The day before cutover:
- Stop accepting new bookings in the old system (disable the booking page or set availability to zero)
- Verify the new system is fully configured and tested
- Update your booking link everywhere — website "Book Now" button, Google Business Profile, social media bios, hotel rack cards
Cutover day:
- New bookings flow through the new system
- Old system stays active ONLY for existing future reservations — customers who already booked check in and return through the old system
- Staff uses both dashboards during the overlap period
After the last old-system booking is fulfilled:
- Export any final data from the old system
- Cancel your old subscription (if applicable)

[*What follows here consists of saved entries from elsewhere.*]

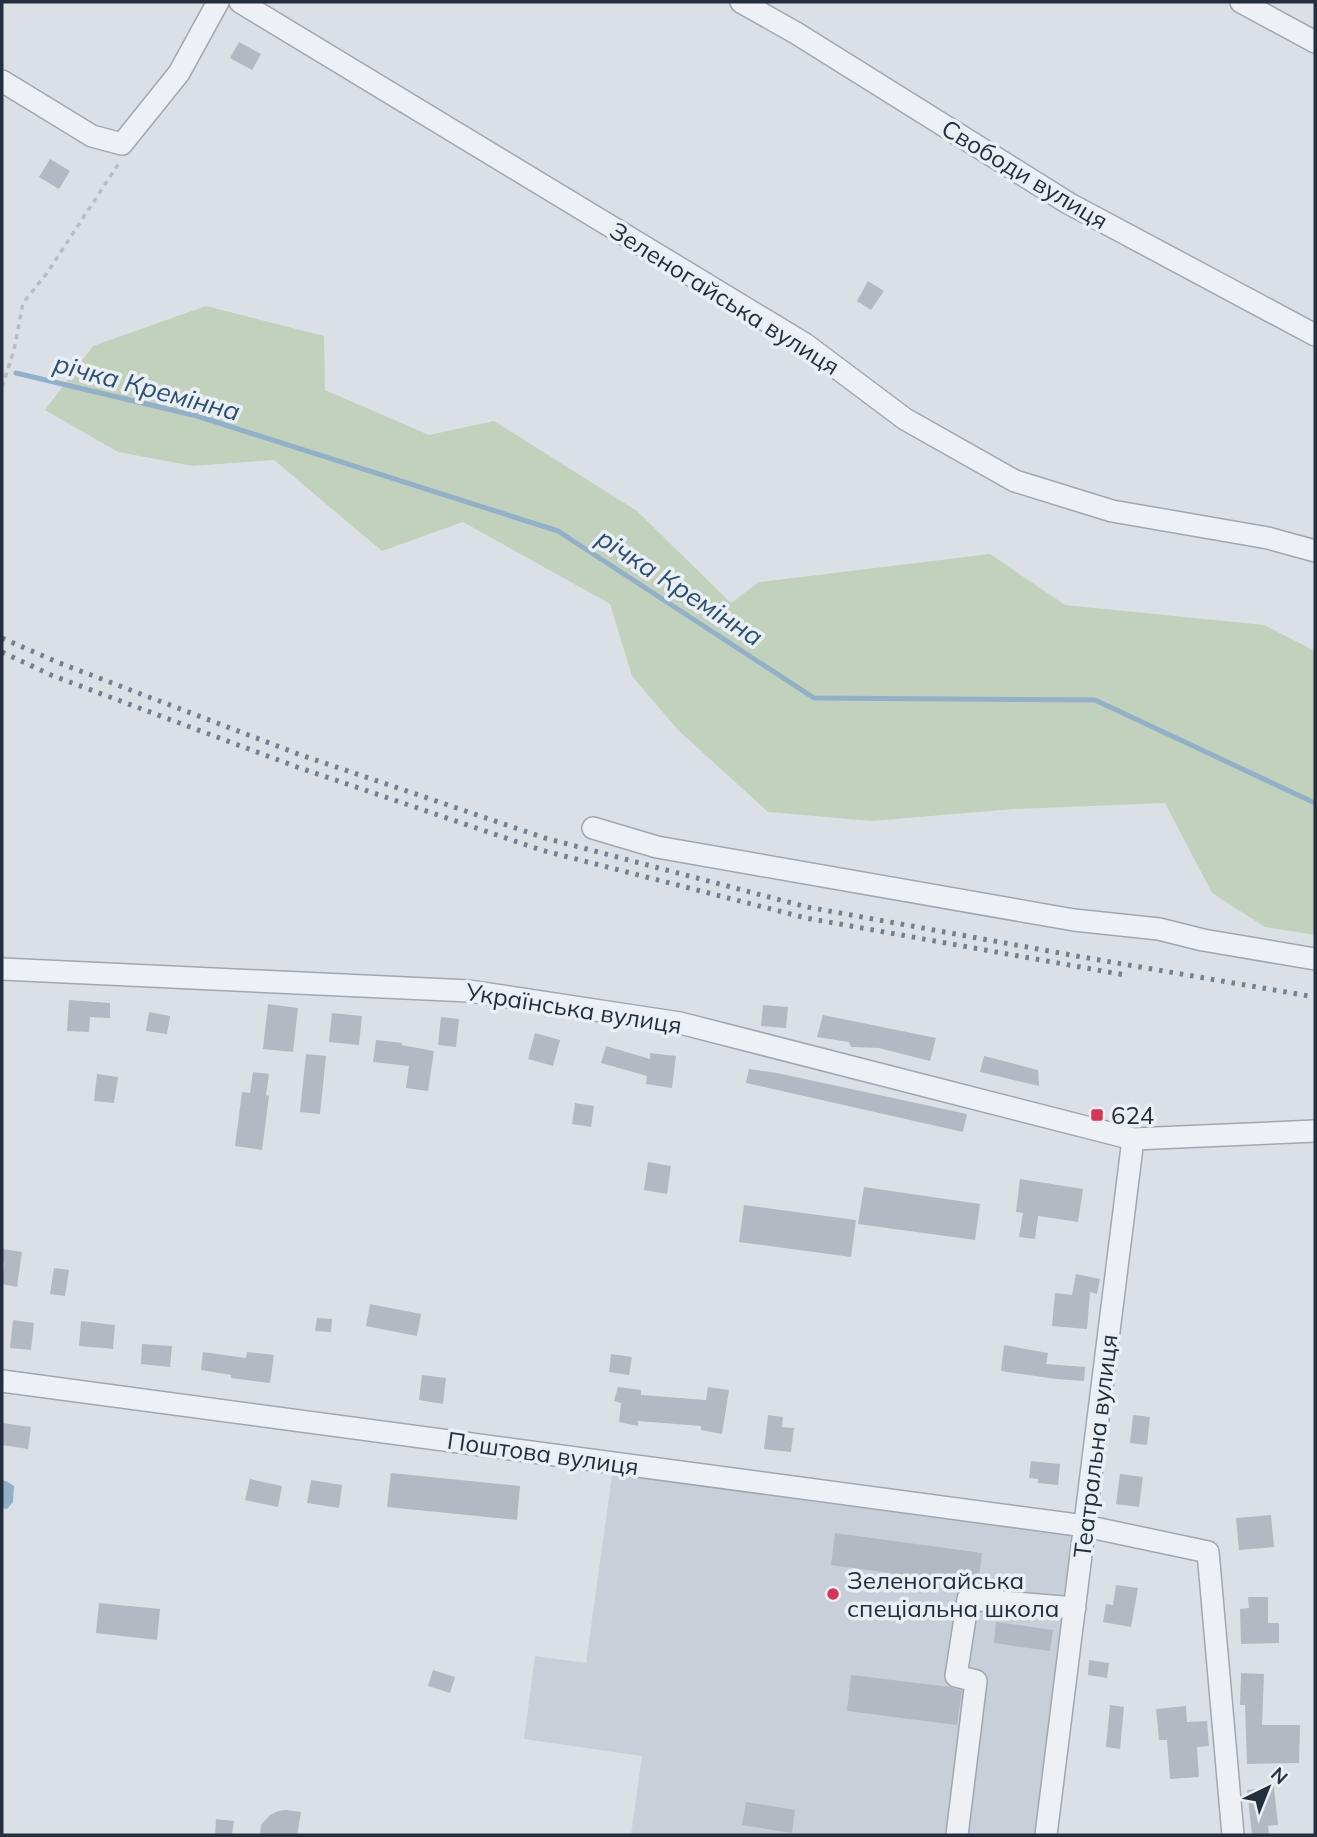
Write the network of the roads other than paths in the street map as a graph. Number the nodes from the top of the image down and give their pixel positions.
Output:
1 (218, 2) edge
2 (240, 2) edge
3 (741, 2) edge
4 (1243, 2) edge
5 (1315, 42) edge
6 (2, 81) edge
7 (1315, 335) edge
8 (1315, 551) edge
9 (593, 828) dead end
10 (1315, 959) edge
11 (2, 969) edge
12 (1315, 1130) edge
13 (1133, 1139) junction
14 (2, 1381) edge
15 (1085, 1526) junction
16 (1074, 1608) junction
17 (957, 1835) edge
18 (1046, 1835) edge
19 (1233, 1835) edge

1 - 6 street
2 - 8 street, Зеленогайська вулиця
3 - 7 street, Свободи вулиця
4 - 5 street
9 - 10 street
11 - 13 street, Українська вулиця
12 - 13 street, Українська вулиця
13 - 15 street, Театральна вулиця
14 - 15 street, Поштова вулиця
15 - 16 street, Театральна вулиця
15 - 19 street, Поштова вулиця
16 - 17 street
16 - 18 street, Театральна вулиця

- Keep exported data (waivers, customer list, booking history) in permanent storage
Update Every Booking Link
The most common migration mistake: updating your website but forgetting the 6 other places your old booking link lives. Customers clicking dead links = lost bookings.

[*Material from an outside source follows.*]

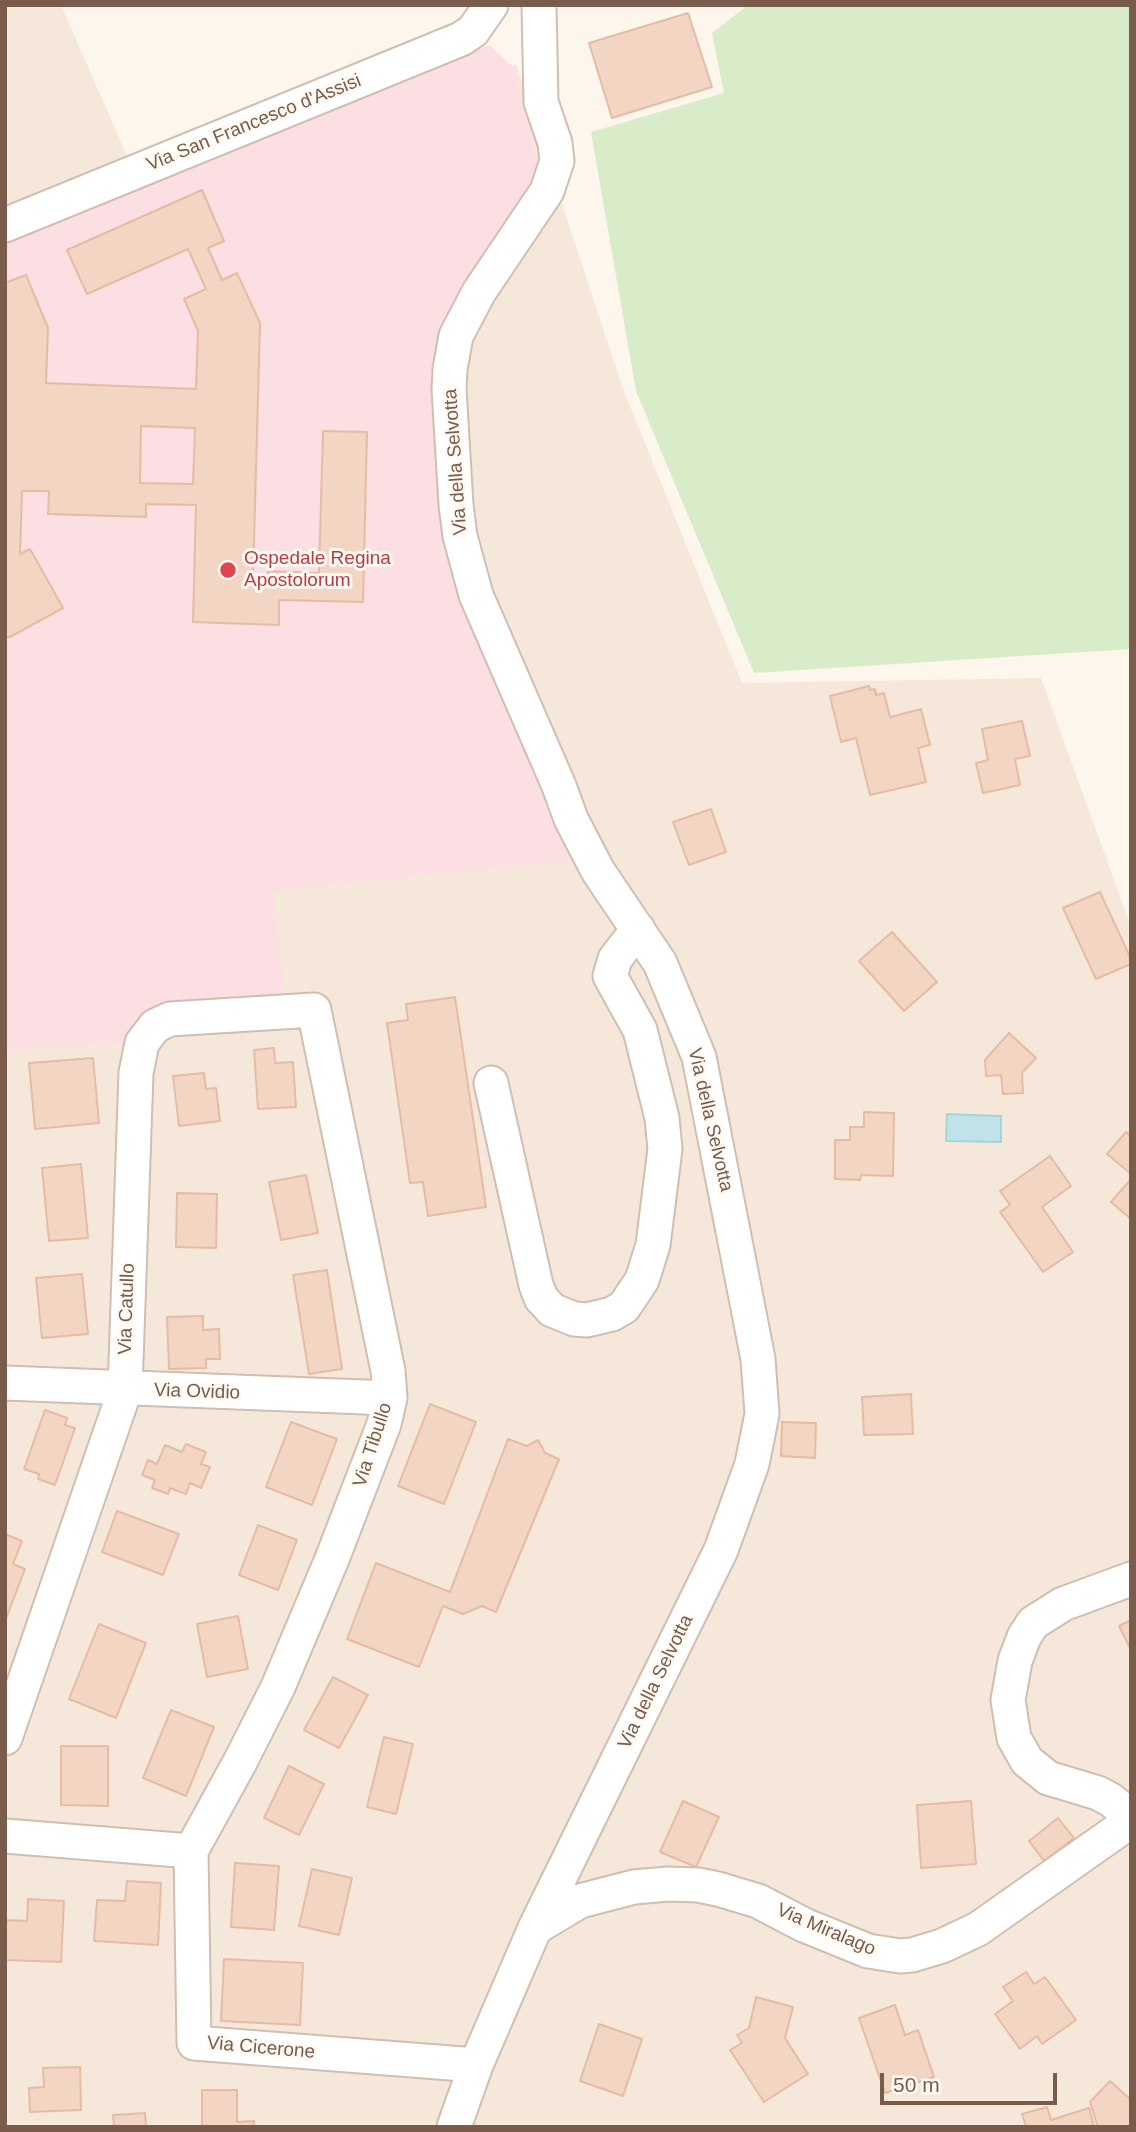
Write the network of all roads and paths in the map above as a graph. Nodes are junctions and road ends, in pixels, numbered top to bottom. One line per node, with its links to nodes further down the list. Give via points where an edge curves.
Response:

Update these on cutover day:
| Location | How to Update |
|---|---|
| Website "Book Now" buttons | Change the href URL in your site code |
| Google Business Profile | Edit the "Booking" or "Appointments" link in your GBP dashboard |
| Instagram bio link | Update in profile settings |
| Facebook page CTA button | Edit the action button URL |
| TripAdvisor listing | Update booking URL in your listing |
| Email signature | Update the booking link |
| Printed materials (rack cards, signs) | Reprint with new QR code or URL |
| Hotel partner referral materials | Replace rack cards and one-pagers |
| OTA channel connections | Reconnect Viator, GetYourGuide, etc. to new system (if applicable) |
Communicate with Customers
Customers with existing future bookings need to know their reservation is still valid. A brief email handles this:
Subject: Your [Business Name] booking is confirmed — new booking system
Body: "We've upgraded our booking system. Your existing reservation on [date] at [time] is confirmed and unchanged. When you arrive, check in as usual. For any changes, reply to this email or call [number]. For future bookings, use our new booking page: [link]."

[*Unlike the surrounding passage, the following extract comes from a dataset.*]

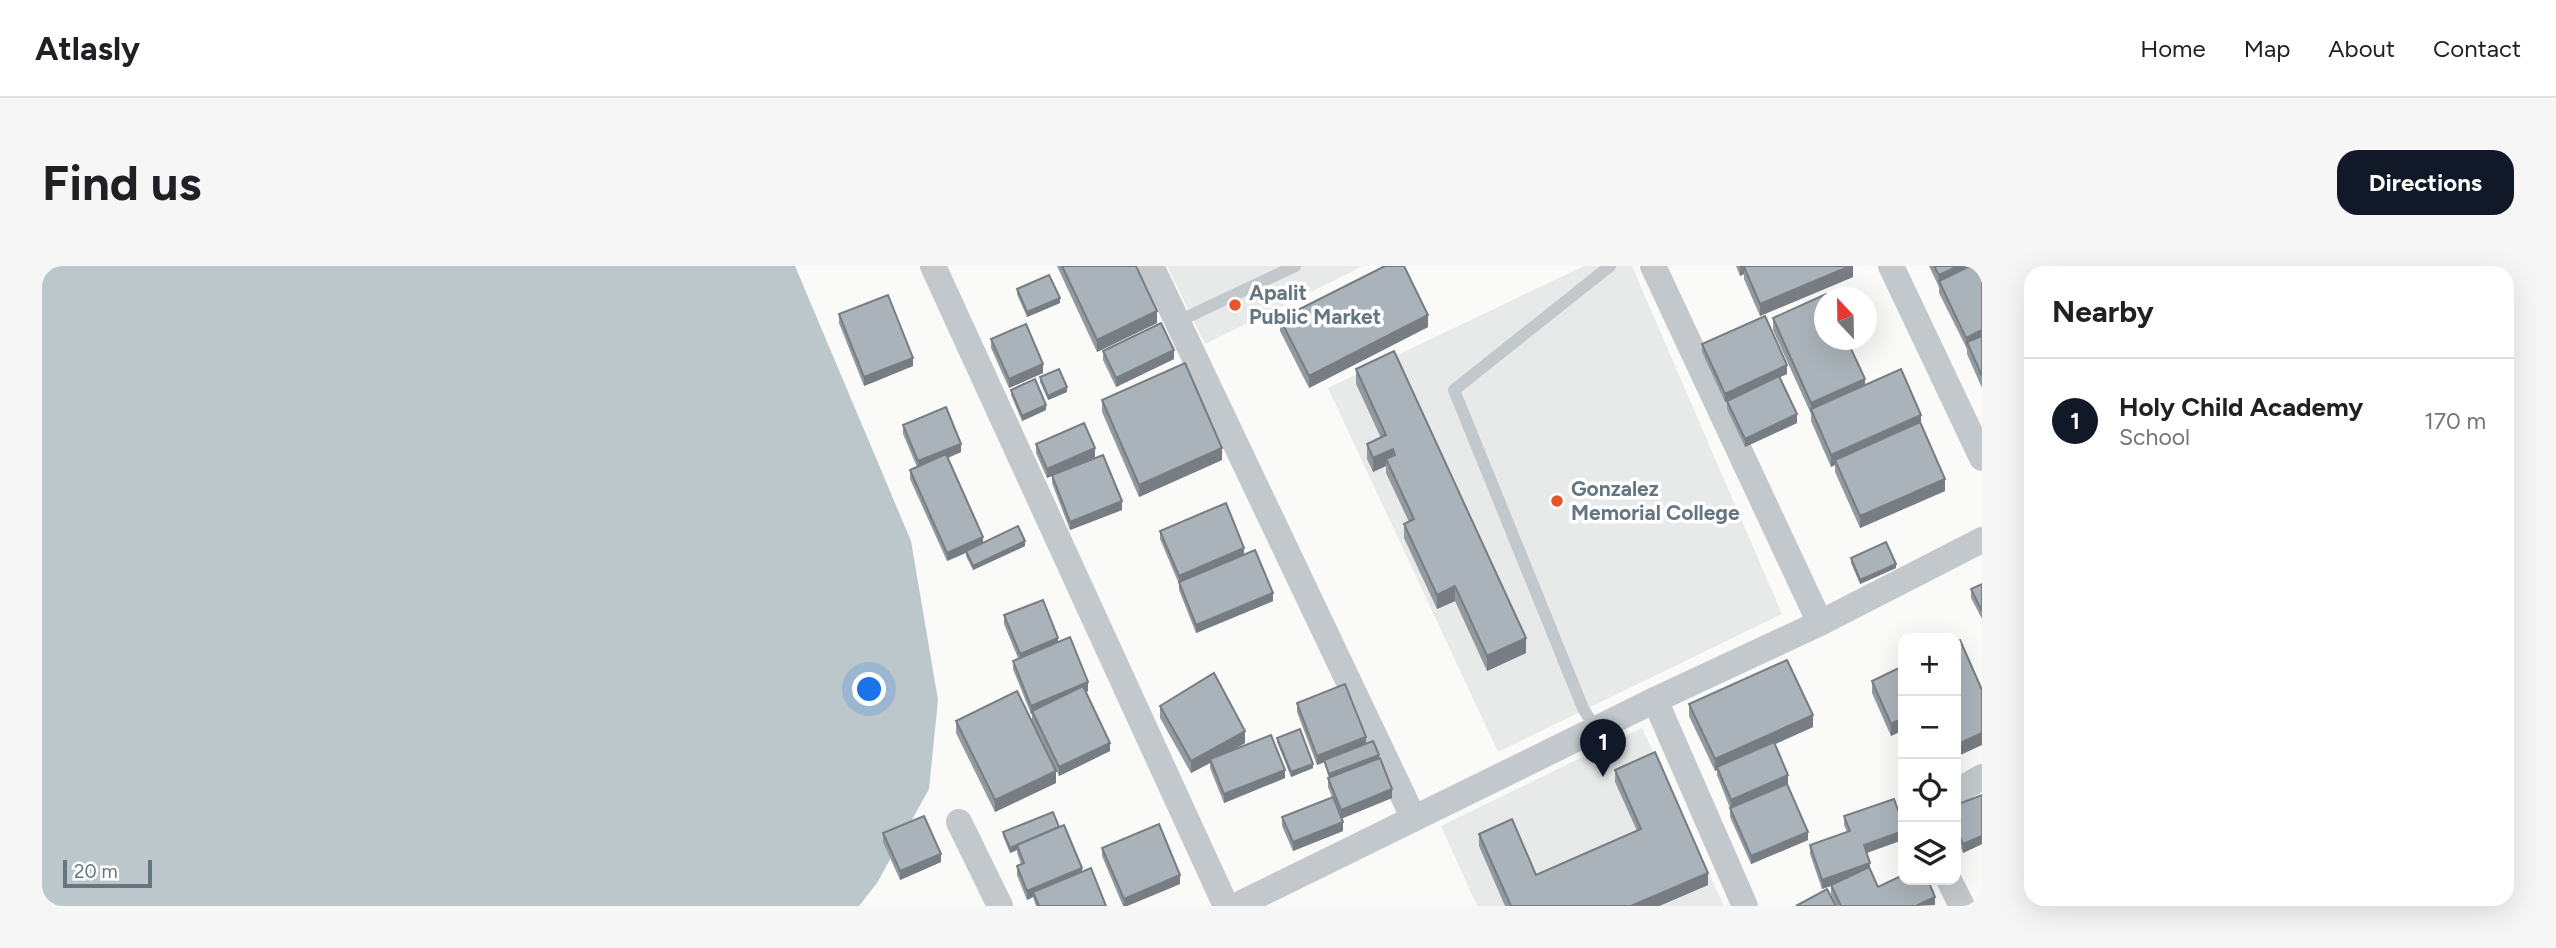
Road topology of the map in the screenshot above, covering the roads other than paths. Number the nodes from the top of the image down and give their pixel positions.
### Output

Send this once. Don't over-communicate — customers care that their booking is valid, not about your software migration.
Switching to Valet
Valet's self-service setup means you can configure your equipment, pricing, waivers, and payment processing in a single sitting — no implementation project, no onboarding calls. Most operators are live within a day. 5% per booking, no subscription, so there's no cost until you're actually taking bookings.
Frequently Asked Questions
Will I lose my existing bookings when I switch software?
Not if you plan the cutover correctly. Keep your old system running for all existing future bookings. New bookings go through the new system starting on your cutover date. Once all pre-existing bookings have been fulfilled, you can decommission the old system. There's no need to migrate pending reservations — just let them play out.
How long does it take to switch rental software?
Setup of the new system takes 1-2 days (adding equipment, pricing, waivers, and testing). The parallel-run period (both systems active) typically lasts 1-4 weeks depending on how far out your existing bookings extend. Total calendar time: 2-5 weeks. Active work time: 2-3 days.
Should I switch mid-season or during the off-season?
Off-season is ideal — low booking volume, less risk, more time to test. If you must switch mid-season, do the cutover on a Monday or Tuesday (your slowest days) and run both systems in parallel for 2 weeks. Never switch on a Friday before a peak weekend.
What data should I export from my old system?
Customer contact list (name, email, phone), historical booking data (dates, revenue, equipment types), signed waivers (PDF export if available), and any fleet/inventory records. Most of this is for your records — the new system starts fresh with new bookings.